General characteristics as built
- Class & type: Speaker-class frigate
- Tons burthen: 74149⁄94 (bm)
- Length: 116 ft (35.4 m) (keel)
- Beam: 34 ft 8 in (10.6 m)
- Depth of hold: 14 ft 6 in (4.4 m)
- Propulsion: Sails
- Sail plan: Full-rigged ship
- Armament: 52 guns (at launch); 60 guns (1677)
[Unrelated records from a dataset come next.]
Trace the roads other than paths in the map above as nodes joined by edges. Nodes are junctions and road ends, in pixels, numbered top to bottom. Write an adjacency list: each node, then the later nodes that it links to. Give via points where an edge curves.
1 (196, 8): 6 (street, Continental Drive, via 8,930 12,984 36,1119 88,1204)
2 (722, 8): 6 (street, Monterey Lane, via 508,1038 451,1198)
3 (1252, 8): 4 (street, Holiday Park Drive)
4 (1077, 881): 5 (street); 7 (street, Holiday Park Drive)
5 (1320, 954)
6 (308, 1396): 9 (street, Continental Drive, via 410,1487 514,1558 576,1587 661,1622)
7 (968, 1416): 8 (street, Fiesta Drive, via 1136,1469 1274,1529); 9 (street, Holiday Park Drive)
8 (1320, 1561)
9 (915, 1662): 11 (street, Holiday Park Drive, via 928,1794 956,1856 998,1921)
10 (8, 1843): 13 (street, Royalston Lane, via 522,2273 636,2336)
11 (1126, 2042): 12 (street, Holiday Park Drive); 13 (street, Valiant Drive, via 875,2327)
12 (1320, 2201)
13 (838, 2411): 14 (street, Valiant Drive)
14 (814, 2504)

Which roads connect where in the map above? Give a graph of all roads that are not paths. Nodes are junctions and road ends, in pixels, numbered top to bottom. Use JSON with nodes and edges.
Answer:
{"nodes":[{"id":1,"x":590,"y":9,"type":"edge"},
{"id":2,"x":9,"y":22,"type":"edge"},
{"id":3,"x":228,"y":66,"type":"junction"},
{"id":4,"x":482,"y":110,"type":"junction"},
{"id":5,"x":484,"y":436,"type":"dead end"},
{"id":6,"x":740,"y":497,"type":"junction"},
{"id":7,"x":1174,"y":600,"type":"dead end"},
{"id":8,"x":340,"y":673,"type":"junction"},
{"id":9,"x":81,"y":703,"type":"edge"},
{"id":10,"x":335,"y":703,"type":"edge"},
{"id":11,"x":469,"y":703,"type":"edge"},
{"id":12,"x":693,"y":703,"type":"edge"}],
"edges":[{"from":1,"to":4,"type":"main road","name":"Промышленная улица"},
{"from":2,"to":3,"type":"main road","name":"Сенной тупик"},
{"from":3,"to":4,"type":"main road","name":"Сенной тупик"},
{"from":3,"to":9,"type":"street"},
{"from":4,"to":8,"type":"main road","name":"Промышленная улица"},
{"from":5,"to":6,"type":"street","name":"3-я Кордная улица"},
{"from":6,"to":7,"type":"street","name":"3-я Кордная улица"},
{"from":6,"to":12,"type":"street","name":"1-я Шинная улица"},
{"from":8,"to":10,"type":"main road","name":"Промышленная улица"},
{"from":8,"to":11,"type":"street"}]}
General characteristics after 1705 rebuild
- Class & type: 60-gun fourth-rate ship of the line
- Tons burthen: 83331⁄94 bm
- Length: 140 ft 5 in (42.8 m) (gundeck)
- Beam: 38 ft 3 in (11.7 m)
- Depth of hold: 15 ft 7 in (4.7 m)
- Propulsion: Sails
- Sail plan: Full-rigged ship
- Armament: 60 guns of various weights of shot

= English ship Plymouth (1653) =

Ship of the line of the Royal Navy

HMS Plymouth was a 52-gun third-rate frigate, built for the navy of the Commonwealth of England and launched at Wapping in 1653. By 1677 her armament had been increased to 60 guns.

Plymouth was rebuilt at Blackwall Yard in 1705 as a 60-gun fourth-rate ship of the line. She sunk later that year and was lost.